Updates and General Information

11-Nov-2024: The book is now available on Amazon.

22-Nov-2024: Hardcover and Kindle versions are available.

03-Dec-2024: The PDF version is available for downloading from GitHub.


Errata

See a list of opened Github Issues.

Note: The page numbers in the printed and PDF versions of the book differ by one. If you can’t find the referenced text on the given page, try checking the page before or after.

22-Nov-2024: A couple of readers of the paperback version have reported that there are some blurry pages and some pages have purple-ish text color (instead of black). I acknowledge this issue and I’m trying to fix it. The hardcover version (with premium color printing) seems not to have this problem. It turns out to be an issue with the LaTeX to PDF conversion. Some details are here: https://www.kdpcommunity.com/s/question/0D7at0000022jCnCAI.

24-Dec-2024: The following link on page 253 (Chapter 11, PGO) is outdated: https://github.com/google/llvm-propeller/blob/plo-dev/Propeller_RFC.pdf, use the following link instead: https://dl.acm.org/doi/abs/10.1145/3575693.3575727.

24-Dec-2024: Bad image formatting in Appendix: some images cover the text.

24-Dec-2024: The following link on page 332 (Appendix C, Intel PT) is outdated: https://sites.google.com/site/intelptmicrotutorial/.

20-May-2025: The following link in the footnote on page 252 (“HFSort in LLD”) is broken: https://github.com/llvm-project/lld/blob/master/ELF/CallGraphSort.cpp. Here is the correct link: https://github.com/llvm/llvm-project/blob/main/lld/ELF/CallGraphSort.cpp.

02-Jun-2025: Typo in Chapter 4 Section 10. (Link)

06-Jun-2025: Figure 3.13 is incorrect; the bits in the figure sum up to 73 (16 + 9 + 9 + 9 + 9 + 21) while they should sum up to 64.

OLD: Figure 3.13: Virtual address that points within a 2MB page.
NEW: Figure 3.13: Virtual address that points within a 2MB page.

09-Jun-2025: Error in Section 5.5 “The Roofline Performance Model”: peak memory bandwidth should be in GB, not in GiB.

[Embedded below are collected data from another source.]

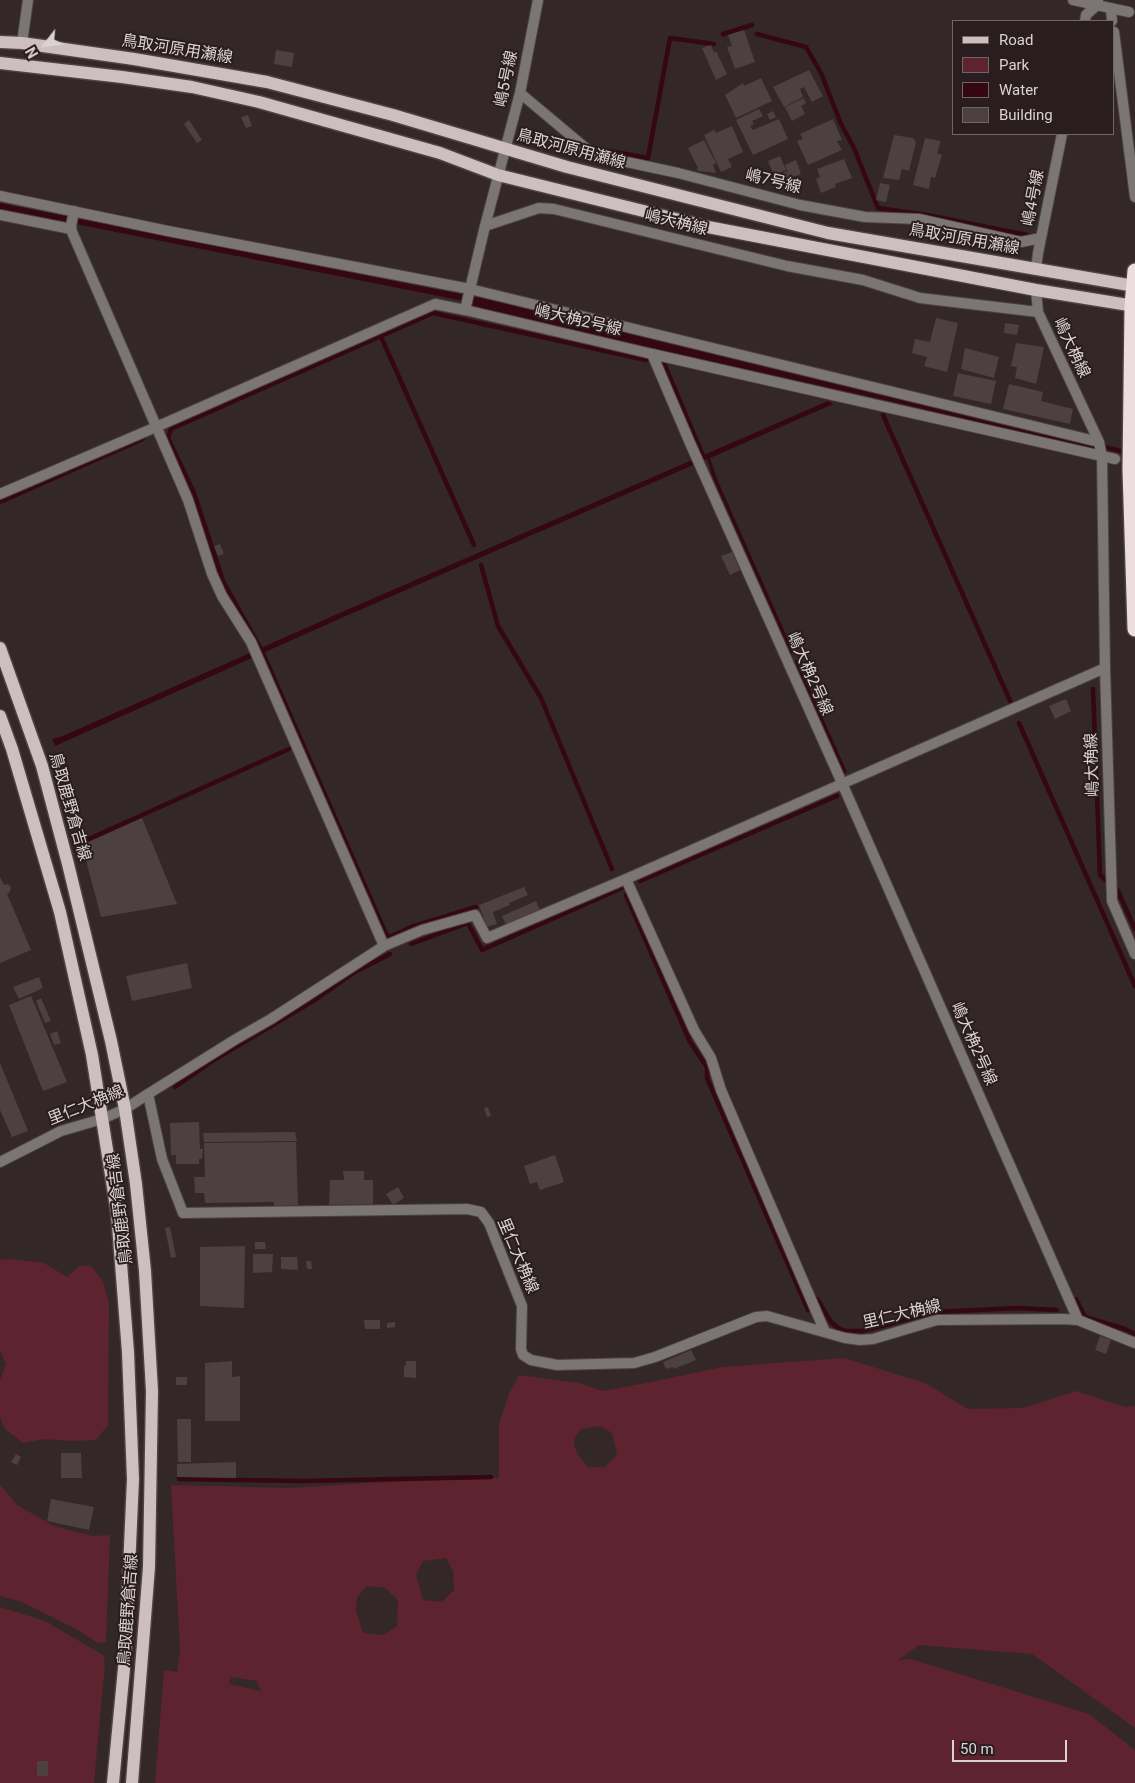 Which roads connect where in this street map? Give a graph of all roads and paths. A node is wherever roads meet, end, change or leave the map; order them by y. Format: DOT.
graph roads {
  1 [pos="28,0"];
  2 [pos="538,0"];
  3 [pos="1073,0"];
  4 [pos="1097,2"];
  5 [pos="1111,8"];
  6 [pos="1129,12"];
  7 [pos="1084,20"];
  8 [pos="1112,20"];
  9 [pos="1115,40"];
  10 [pos="0,42"];
  11 [pos="22,43"];
  12 [pos="0,62"];
  13 [pos="520,93"];
  14 [pos="1062,135"];
  15 [pos="506,150"];
  16 [pos="500,169"];
  17 [pos="0,196"];
  18 [pos="1135,198"];
  19 [pos="74,212"];
  20 [pos="0,215"];
  21 [pos="485,226"];
  22 [pos="71,229"];
  23 [pos="1041,238"];
  24 [pos="1036,269"];
  25 [pos="1135,281"];
  26 [pos="470,289"];
  27 [pos="1036,290"];
  28 [pos="1133,306"];
  29 [pos="465,310"];
  30 [pos="1038,312"];
  31 [pos="652,354"];
  32 [pos="156,427"];
  33 [pos="1099,442"];
  34 [pos="1102,457"];
  35 [pos="1115,459"];
  36 [pos="0,494"];
  37 [pos="1135,629"];
  38 [pos="0,648"];
  39 [pos="1105,668"];
  40 [pos="0,716"];
  41 [pos="842,784"];
  42 [pos="626,879"];
  43 [pos="384,946"];
  44 [pos="1135,954"];
  45 [pos="148,1094"];
  46 [pos="125,1109"];
  47 [pos="102,1119"];
  48 [pos="0,1162"];
  49 [pos="1078,1320"];
  50 [pos="825,1332"];
  51 [pos="1135,1343"];
  52 [pos="113,1783"];
  53 [pos="132,1783"];
  1 -- 11 [label="street"];
  2 -- 13 [label="street, 嶋5号線"];
  3 -- 4 [label="street"];
  4 -- 5 [label="street"];
  4 -- 7 [label="street"];
  5 -- 6 [label="street"];
  5 -- 8 [label="street"];
  9 -- 18 [label="street"];
  10 -- 11 [label="main road, 鳥取河原用瀬線"];
  11 -- 15 [label="main road, 鳥取河原用瀬線"];
  12 -- 16 [label="main road"];
  13 -- 15 [label="street, 嶋5号線"];
  13 -- 23 [label="street, 嶋7号線"];
  14 -- 23 [label="street, 嶋4号線"];
  15 -- 16 [label="street, 嶋5号線"];
  15 -- 24 [label="main road, 鳥取河原用瀬線"];
  16 -- 21 [label="street"];
  16 -- 27 [label="main road"];
  17 -- 19 [label="street"];
  19 -- 22 [label="street"];
  19 -- 26 [label="street"];
  20 -- 22 [label="street"];
  21 -- 26 [label="street"];
  21 -- 30 [label="street, 嶋大桷線"];
  22 -- 32 [label="street"];
  23 -- 24 [label="street, 嶋4号線"];
  24 -- 25 [label="main road, 鳥取河原用瀬線"];
  25 -- 28 [label="highway"];
  26 -- 29 [label="street"];
  26 -- 33 [label="street"];
  27 -- 28 [label="main road"];
  27 -- 30 [label="street"];
  28 -- 37 [label="highway"];
  29 -- 31 [label="street, 嶋大桷2号線"];
  29 -- 32 [label="street, 嶋大桷2号線"];
  30 -- 33 [label="street, 嶋大桷線"];
  31 -- 34 [label="street"];
  31 -- 41 [label="street, 嶋大桷2号線"];
  32 -- 36 [label="street, 嶋大桷2号線"];
  32 -- 43 [label="street"];
  33 -- 34 [label="street, 嶋大桷線"];
  34 -- 35 [label="street"];
  34 -- 39 [label="street, 嶋大桷線"];
  38 -- 46 [label="main road, 鳥取鹿野倉吉線"];
  39 -- 41 [label="street"];
  39 -- 44 [label="street, 嶋大桷線"];
  40 -- 47 [label="main road, 鳥取鹿野倉吉線"];
  41 -- 42 [label="street"];
  41 -- 49 [label="street, 嶋大桷2号線"];
  42 -- 43 [label="street"];
  42 -- 50 [label="street"];
  43 -- 45 [label="street"];
  45 -- 46 [label="street, 里仁大桷線"];
  45 -- 50 [label="street, 里仁大桷線"];
  46 -- 47 [label="street, 里仁大桷線"];
  46 -- 53 [label="main road, 鳥取鹿野倉吉線"];
  47 -- 48 [label="street, 里仁大桷線"];
  47 -- 52 [label="main road, 鳥取鹿野倉吉線"];
  49 -- 50 [label="street, 里仁大桷線"];
  49 -- 51 [label="street, 里仁大桷線"];
} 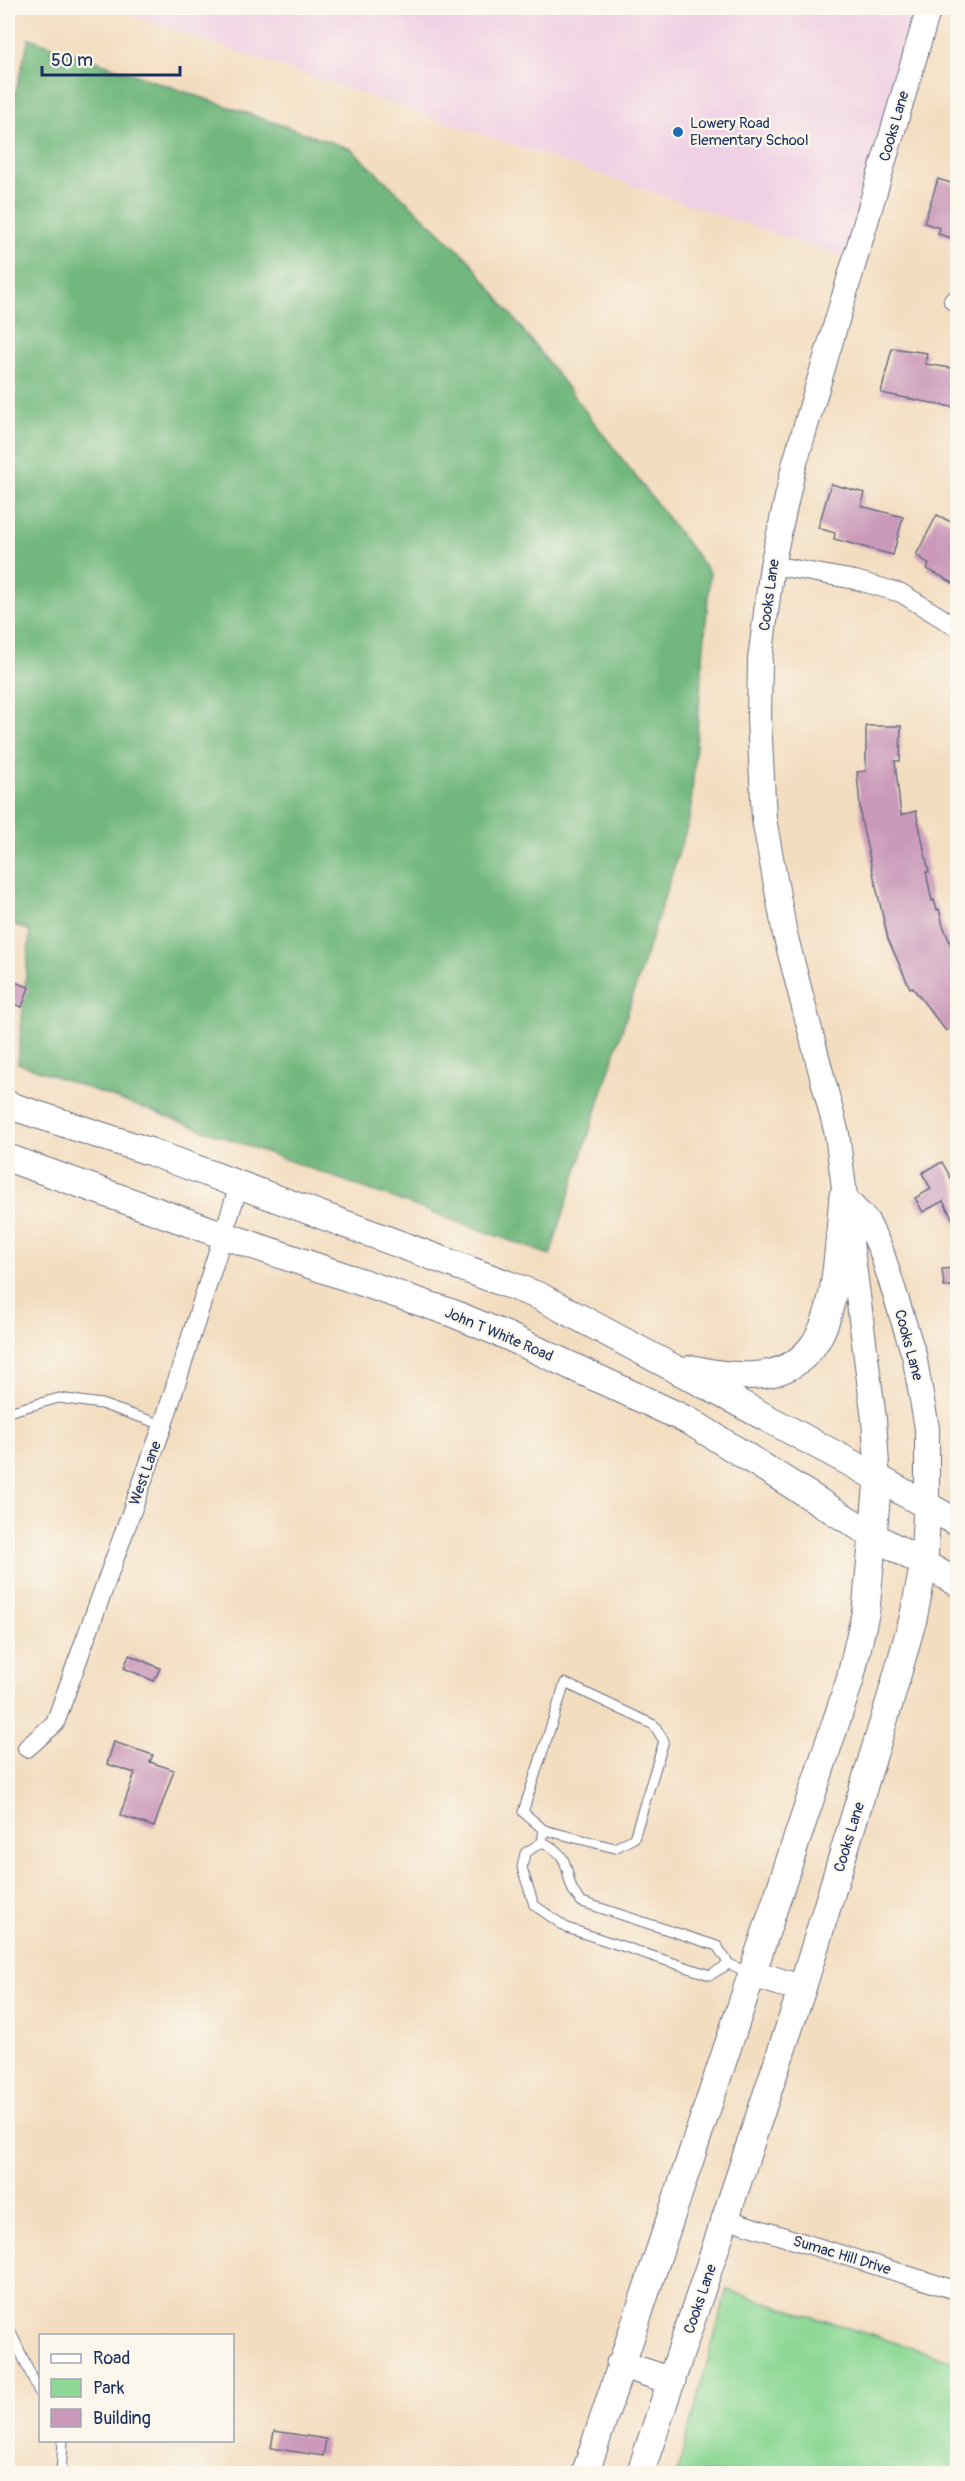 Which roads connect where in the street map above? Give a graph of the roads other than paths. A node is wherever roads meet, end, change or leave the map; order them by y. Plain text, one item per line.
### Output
1 (929, 8) edge
2 (772, 565) junction
3 (957, 628) edge
4 (8, 1105) edge
5 (8, 1158) edge
6 (240, 1185) junction
7 (843, 1196) junction
8 (223, 1235) junction
9 (658, 1361) junction
10 (8, 1413) edge
11 (163, 1425) junction
12 (878, 1480) junction
13 (927, 1505) junction
14 (957, 1523) edge
15 (874, 1536) junction
16 (924, 1564) junction
17 (957, 1583) edge
18 (27, 1748) dead end
19 (544, 1830) junction
20 (542, 1842) junction
21 (740, 1969) junction
22 (802, 1989) junction
23 (727, 2219) junction
24 (957, 2291) edge
25 (8, 2326) edge
26 (620, 2364) junction
27 (672, 2381) junction
28 (39, 2392) edge
29 (63, 2442) edge
30 (61, 2474) edge
31 (585, 2474) edge
32 (640, 2474) edge

1 - 2 street, Cooks Lane
2 - 3 street
2 - 7 street, Cooks Lane
4 - 6 main road
5 - 8 main road, John T White Road
6 - 8 street, West Lane
6 - 9 main road
7 - 9 main road
7 - 12 street, Cooks Lane
7 - 13 street, Cooks Lane
8 - 11 street, West Lane
8 - 15 main road, John T White Road
9 - 12 main road
10 - 11 lane
11 - 18 street, West Lane
12 - 13 main road
12 - 15 main road, Cooks Lane
13 - 14 main road
13 - 16 main road, Cooks Lane
15 - 16 main road, John T White Road
15 - 21 main road, Cooks Lane
16 - 17 main road, John T White Road
16 - 22 main road, Cooks Lane
19 - 19 lane
19 - 20 lane
20 - 21 lane
20 - 21 lane
21 - 22 main road
21 - 26 main road, Cooks Lane
22 - 23 main road, Cooks Lane
23 - 24 street, Sumac Hill Drive
23 - 27 main road, Cooks Lane
25 - 28 lane
26 - 27 main road
26 - 31 main road, Cooks Lane
27 - 32 main road, Cooks Lane
29 - 30 lane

22-Jul-2025: Error in Section 8.4 “Transparent Huge Pages” on page 203: in Listing 8.8, the mmap call won’t fail (unless it can’t find a 4KB chunk), so it’s inaccurate to say that mmap will fail if it can’t find a 2MB chunk. The mmap call doesn’t demand a huge page, so it’ll default to being a regular-sized page. The following madvise call is only a suggestion and the kernel doesn’t have to honour it, so that would return 0 (success) whether there’s any contiguous 2MB chunk or not.

23-Jul-2025: Error in Section 12.3.1 “Avoid Minor Page Faults” on page 274: “The very first write to a newly allocated page triggers a minor page fault, a hardware interrupt that is handled by the OS.” Page fault is not a hardware interrupt. It should be written as “[..] page fault, a hardware exception that is [..]”

24-Jul-2025: Error in Section 8.4.2 “Transparent Huge Pages” on page 203 in Listing 8.8: PROT_READ | PROT_WRITE | PROT_EXEC - this makes the pages readable, writeable and executable. Considering modern exploitation techniques, PROT_EXEC should be excluded since a user has no intention to execute code from the allocated pages.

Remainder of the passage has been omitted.